Additionally, the sheet records the corresponding physical and chemical values of soil properties obtained from laboratory analyses, including pH, Soil Organic Carbon, clay content, and other relevant properties.

Information in the Specimen Data sheet.

Figure 4.2: Information in the Specimen Data sheet.

As an illustration, the columns with red values in Figure 4.2 indicate soil parameters that required unit conversions to align with GloSIS standard units of measurement, compared to their original values.

4.4 Procedures Sheet

The Procedures sheet (Figure 4.3) establishes the connection between measured soil properties, standardized soil property names, laboratory methods, and units of measurement. It links the measured soil property names with their corresponding standardized identifiers (property_phys_chem_id) and incorporates information about the associated laboratory procedure identifier (procedure_phys_chem_id) and the standard unit of measurement (unit_of_measure_id) in the GloSIS standard Codelistsheet. The first column must contain the names of the measured soil properties for each sample, and must follow the sequence of soil properties included in the Specimen Data. The second, third, and fourth columns provide information on the standardized property names, laboratory methods, and units of measurement, respectively. The Procedures sheet facilitates accurate comparisons across datasets, allowing users to trace how each soil property was measured and in which units the results are reported. If soil measurements were recorded in units different from the standard, they must be converted to the harmonized units of measurement before entering the data in the Specimen Data sheet. This structured approach enhances data harmonization within the GloSIS framework.

Information in the Procedures sheet.

Figure 4.3: Information in the Procedures sheet.

4.5 Codelist Sheet

The Codelist sheet (Figure 4.4) contains a comprehensive list of standardized soil property names (property_phys_chem_id), laboratory methods (procedure_phys_chem_id), and units of measurement (unit_of_measure_id), as defined in the current GloSIS codelist for soil properties. This standardized framework ensures uniformity in data representation and provides the foundation for accurately populating the Procedures sheet. Only soil properties listed in the Codelist sheet can be incorporated into the PostgreSQL GloSIS Database. Any measured soil property, method or unit that is not present in this standardized list cannot be uploaded and must be removed from both the Specimen Data and Procedures sheets before data injection. This requirement ensures the harmonization of soil datasets and maintains data interoperability within the GloSIS framework.

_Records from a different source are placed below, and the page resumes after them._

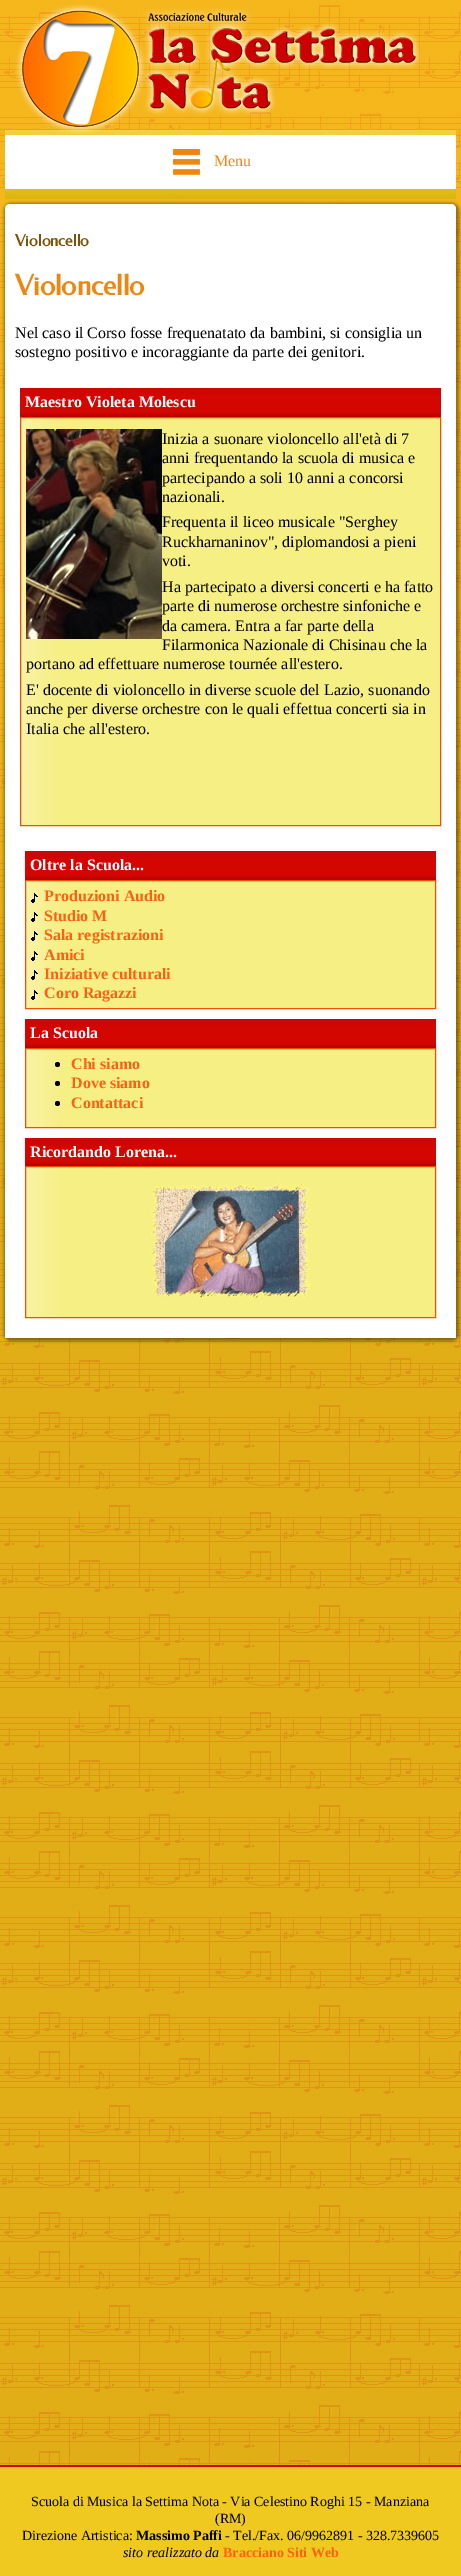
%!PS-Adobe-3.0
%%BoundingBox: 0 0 461 2576
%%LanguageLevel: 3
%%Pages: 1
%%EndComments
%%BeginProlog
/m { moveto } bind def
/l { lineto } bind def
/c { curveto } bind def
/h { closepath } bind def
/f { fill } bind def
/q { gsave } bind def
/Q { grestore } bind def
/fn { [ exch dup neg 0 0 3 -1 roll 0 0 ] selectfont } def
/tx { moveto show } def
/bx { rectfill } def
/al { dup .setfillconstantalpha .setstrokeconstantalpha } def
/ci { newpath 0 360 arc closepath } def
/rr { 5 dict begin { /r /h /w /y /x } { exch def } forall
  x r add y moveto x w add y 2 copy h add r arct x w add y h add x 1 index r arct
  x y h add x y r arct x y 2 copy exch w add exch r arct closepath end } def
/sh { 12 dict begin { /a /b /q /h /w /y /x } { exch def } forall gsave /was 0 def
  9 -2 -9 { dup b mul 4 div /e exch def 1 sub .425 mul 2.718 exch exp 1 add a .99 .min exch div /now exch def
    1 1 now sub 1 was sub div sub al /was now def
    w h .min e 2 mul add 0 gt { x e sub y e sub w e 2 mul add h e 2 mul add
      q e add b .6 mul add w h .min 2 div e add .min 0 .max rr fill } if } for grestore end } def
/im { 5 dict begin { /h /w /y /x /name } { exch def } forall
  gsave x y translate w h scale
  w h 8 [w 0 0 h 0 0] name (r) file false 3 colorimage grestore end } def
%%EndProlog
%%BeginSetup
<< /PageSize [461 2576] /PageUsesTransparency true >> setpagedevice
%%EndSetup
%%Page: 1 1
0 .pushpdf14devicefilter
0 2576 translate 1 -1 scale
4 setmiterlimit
1 setgray
0 0 461 2576 bx
(image0.raw) 0 0 461 2465 im
q 5 130 m 456 130 l 456 199 l 5 199 l h clip newpath
<< /ShadingType 2 /ColorSpace /DeviceRGB /Coords [231 130 231 199] /Extend [true true] /Function << /FunctionType 3 /Domain [0 1] /Functions [<< /FunctionType 2 /Domain [0 1] /C0 [0.949 0.82 0.251] /C1 [0.898 0.757 0.122] /N 1 >> << /FunctionType 2 /Domain [0 1] /C0 [0.898 0.757 0.122] /C1 [0.859 0.714 0.059] /N 1 >> << /FunctionType 2 /Domain [0 1] /C0 [0.859 0.714 0.059] /C1 [0.859 0.714 0.059] /N 1 >>] /Bounds [0.81 0.99] /Encode [0 1 0 1 0 1] >> >> shfill Q
(image1.raw) 15 4 406 130 im
5 135 451 54 bx
(image2.raw) 173 149 27 26 im
/LiberationSerif-Regular 16 fn
0.929 0.529 0.071 setrgbcolor
(Menu) 214 166 tx
0 setgray
4 203 455 1138 7 1.5 0.4 sh
1 setgray
10 204 m 451 204 l 454 204 456 206 456 209 c 456 1338 l 5 1338 l 5 209 l 5 206 7 204 10 204 c h f
/Federo-Bold 16 fn
0.498 0.325 0.02 setrgbcolor
(Violoncello) 15 246 tx
/Federo-Bold 28 fn
0.929 0.529 0.071 setrgbcolor
(Violoncello) 15 295 tx
/LiberationSerif-Regular 16 fn
0 setgray
(Nel caso il Corso fosse frequenatato da bambini, si consiglia un) 15 338 tx
(sostegno positivo e incoraggiante da parte dei genitori.) 15 357 tx
q 20 388 m 441 388 l 441 417 l 20 417 l h clip newpath
<< /ShadingType 2 /ColorSpace /DeviceRGB /Coords [231 388 231 417] /Extend [true true] /Function << /FunctionType 3 /Domain [0 1] /Functions [<< /FunctionType 2 /Domain [0 1] /C0 [0.812 0.024 0.008] /C1 [0.831 0.024 0.008] /N 1 >> << /FunctionType 2 /Domain [0 1] /C0 [0.831 0.024 0.008] /C1 [0.831 0.024 0.008] /N 1 >> << /FunctionType 2 /Domain [0 1] /C0 [0.831 0.024 0.008] /C1 [0.694 0.02 0.008] /N 1 >>] /Bounds [0.4 0.85] /Encode [0 1 0 1 0 1] >> >> shfill Q
/LiberationSerif-Bold 16 fn
1 setgray
(Maestro Violeta Molescu) 25 407 tx
q 21 418 m 440 418 l 440 825 l 21 825 l h clip newpath
<< /ShadingType 2 /ColorSpace /DeviceRGB /Coords [21 622 440 622] /Extend [true true] /Function << /FunctionType 3 /Domain [0 1] /Functions [<< /FunctionType 2 /Domain [0 1] /C0 [0.976 0.953 0.643] /C1 [0.965 0.937 0.514] /N 1 >> << /FunctionType 2 /Domain [0 1] /C0 [0.965 0.937 0.514] /C1 [0.965 0.937 0.514] /N 1 >>] /Bounds [0.1] /Encode [0 1 0 1] >> >> shfill Q
0.922 0.318 0.02 setrgbcolor
20.5 417.5 420 408 rectstroke
(image3.raw) 26 429 136 210 im
/LiberationSerif-Regular 16 fn
0 setgray
(Inizia a suonare violoncello all'età di 7) 162 444 tx
(anni frequentando la scuola di musica e) 162 463 tx
(partecipando a soli 10 anni a concorsi) 162 483 tx
(nazionali.) 162 502 tx
(Frequenta il liceo musicale "Serghey) 162 527 tx
(Ruckharnaninov", diplomandosi a pieni) 162 547 tx
(voti.) 162 566 tx
(Ha partecipato a diversi concerti e ha fatto) 162 592 tx
(parte di numerose orchestre sinfoniche e) 162 611 tx
(da camera. Entra a far parte della) 162 631 tx
(Filarmonica Nazionale di Chisinau che la) 162 650 tx
(portano ad effettuare numerose tournée all'estero.) 26 669 tx
(E' docente di violoncello in diverse scuole del Lazio, suonando) 26 695 tx
(anche per diverse orchestre con le quali effettua concerti sia in) 26 714 tx
(Italia che all'estero.) 26 734 tx
q 25 851 m 436 851 l 436 880 l 25 880 l h clip newpath
<< /ShadingType 2 /ColorSpace /DeviceRGB /Coords [231 851 231 880] /Extend [true true] /Function << /FunctionType 3 /Domain [0 1] /Functions [<< /FunctionType 2 /Domain [0 1] /C0 [0.812 0.024 0.008] /C1 [0.831 0.024 0.008] /N 1 >> << /FunctionType 2 /Domain [0 1] /C0 [0.831 0.024 0.008] /C1 [0.831 0.024 0.008] /N 1 >> << /FunctionType 2 /Domain [0 1] /C0 [0.831 0.024 0.008] /C1 [0.694 0.02 0.008] /N 1 >>] /Bounds [0.4 0.85] /Encode [0 1 0 1 0 1] >> >> shfill Q
/LiberationSerif-Bold 16 fn
1 setgray
(Oltre la Scuola...) 30 870 tx
q 26 881 m 435 881 l 435 1008 l 26 1008 l h clip newpath
<< /ShadingType 2 /ColorSpace /DeviceRGB /Coords [26 945 435 945] /Extend [true true] /Function << /FunctionType 3 /Domain [0 1] /Functions [<< /FunctionType 2 /Domain [0 1] /C0 [0.976 0.953 0.643] /C1 [0.965 0.937 0.514] /N 1 >> << /FunctionType 2 /Domain [0 1] /C0 [0.965 0.937 0.514] /C1 [0.965 0.937 0.514] /N 1 >>] /Bounds [0.1] /Encode [0 1 0 1] >> >> shfill Q
0.922 0.318 0.02 setrgbcolor
25.5 880.5 410 128 rectstroke
(image4.raw) 31 893 7 10 im
0.98 0.38 0.078 setrgbcolor
(Produzioni Audio) 44 901 tx
(image4.raw) 31 912 7 10 im
(Studio M) 44 921 tx
(image4.raw) 31 931 7 10 im
(Sala registrazioni) 44 940 tx
(image4.raw) 31 951 7 10 im
(Amici) 44 960 tx
(image4.raw) 31 970 7 10 im
(Iniziative culturali) 44 979 tx
(image4.raw) 31 990 7 10 im
(Coro Ragazzi) 44 998 tx
q 25 1019 m 436 1019 l 436 1048 l 25 1048 l h clip newpath
<< /ShadingType 2 /ColorSpace /DeviceRGB /Coords [231 1019 231 1048] /Extend [true true] /Function << /FunctionType 3 /Domain [0 1] /Functions [<< /FunctionType 2 /Domain [0 1] /C0 [0.812 0.024 0.008] /C1 [0.831 0.024 0.008] /N 1 >> << /FunctionType 2 /Domain [0 1] /C0 [0.831 0.024 0.008] /C1 [0.831 0.024 0.008] /N 1 >> << /FunctionType 2 /Domain [0 1] /C0 [0.831 0.024 0.008] /C1 [0.694 0.02 0.008] /N 1 >>] /Bounds [0.4 0.85] /Encode [0 1 0 1 0 1] >> >> shfill Q
1 setgray
(La Scuola) 30 1038 tx
q 26 1049 m 435 1049 l 435 1127 l 26 1127 l h clip newpath
<< /ShadingType 2 /ColorSpace /DeviceRGB /Coords [26 1088 435 1088] /Extend [true true] /Function << /FunctionType 3 /Domain [0 1] /Functions [<< /FunctionType 2 /Domain [0 1] /C0 [0.976 0.953 0.643] /C1 [0.965 0.937 0.514] /N 1 >> << /FunctionType 2 /Domain [0 1] /C0 [0.965 0.937 0.514] /C1 [0.965 0.937 0.514] /N 1 >>] /Bounds [0.1] /Encode [0 1 0 1] >> >> shfill Q
0.922 0.318 0.02 setrgbcolor
25.5 1048.5 410 79 rectstroke
0 setgray
57.5 1064.5 2.5 ci f
0.98 0.38 0.078 setrgbcolor
(Chi siamo) 71 1069 tx
0 setgray
57.5 1083.5 2.5 ci f
0.98 0.38 0.078 setrgbcolor
(Dove siamo) 71 1088 tx
0 setgray
57.5 1103.5 2.5 ci f
0.98 0.38 0.078 setrgbcolor
(Contattaci) 71 1108 tx
q 25 1138 m 436 1138 l 436 1166 l 25 1166 l h clip newpath
<< /ShadingType 2 /ColorSpace /DeviceRGB /Coords [231 1138 231 1166] /Extend [true true] /Function << /FunctionType 3 /Domain [0 1] /Functions [<< /FunctionType 2 /Domain [0 1] /C0 [0.812 0.024 0.008] /C1 [0.831 0.024 0.008] /N 1 >> << /FunctionType 2 /Domain [0 1] /C0 [0.831 0.024 0.008] /C1 [0.831 0.024 0.008] /N 1 >> << /FunctionType 2 /Domain [0 1] /C0 [0.831 0.024 0.008] /C1 [0.694 0.02 0.008] /N 1 >>] /Bounds [0.4 0.85] /Encode [0 1 0 1 0 1] >> >> shfill Q
1 setgray
(Ricordando Lorena...) 30 1157 tx
q 26 1167 m 435 1167 l 435 1317 l 26 1317 l h clip newpath
<< /ShadingType 2 /ColorSpace /DeviceRGB /Coords [26 1242 435 1242] /Extend [true true] /Function << /FunctionType 3 /Domain [0 1] /Functions [<< /FunctionType 2 /Domain [0 1] /C0 [0.976 0.953 0.643] /C1 [0.965 0.937 0.514] /N 1 >> << /FunctionType 2 /Domain [0 1] /C0 [0.965 0.937 0.514] /C1 [0.965 0.937 0.514] /N 1 >>] /Bounds [0.1] /Encode [0 1 0 1] >> >> shfill Q
0.922 0.318 0.02 setrgbcolor
25.5 1166.5 410 151 rectstroke
(image5.raw) 149 1183 163 116 im
0.937 0.788 0.122 setrgbcolor
0 2467 461 109 bx
0.812 0.024 0.008 setrgbcolor
0 2465 461 2 bx
/LiberationSerif-Regular 14 fn
0 setgray
(Scuola di Musica la Settima Nota - Via Celestino Roghi 15 - Manziana) 31 2506 tx
(\(RM\)) 215 2523 tx
(Direzione Artistica:) 22 2540 tx
/LiberationSerif-Bold 14 fn
(Massimo Paffi) 136 2540 tx
/LiberationSerif-Regular 14 fn
(- Tel./Fax. 06/9962891 - 328.7339605) 225 2540 tx
/LiberationSerif-Italic 14 fn
(sito realizzato da) 123 2557 tx
/LiberationSerif-Bold 14 fn
0.98 0.38 0.078 setrgbcolor
(Bracciano Siti Web) 223 2557 tx
.poppdf14devicefilter showpage
%%EOF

However, the codelist is continuously updated to incorporate new soil analytical properties, laboratory methods, and measurement units, enhancing the system’s capacity for integrating diverse soil datasets.

Properties, methods and units of measurement in the Codelist sheet

Figure 4.4: Properties, methods and units of measurement in the Codelist sheet

4.6 Original Data Sheet

The Original Data sheet stores all raw data from soil analyses and descriptions. While optional, it is recommended for maintaining a record of original values, particularly when unit conversions or transformations are required. This sheet helps ensure data traceability and good documentation practices. Values in the Original Data sheet can be linked via formulas to the Specimen Data sheet, allowing for automated transformation and integration of adjusted values in this latter sheet while preserving the original records.

Ensuring the correct utilization of the template is essential for the successful execution of the data injection process. Proper adherence to the template structure guarantees data integrity, compatibility, and seamless integration into the PostgreSQL GloSIS Database.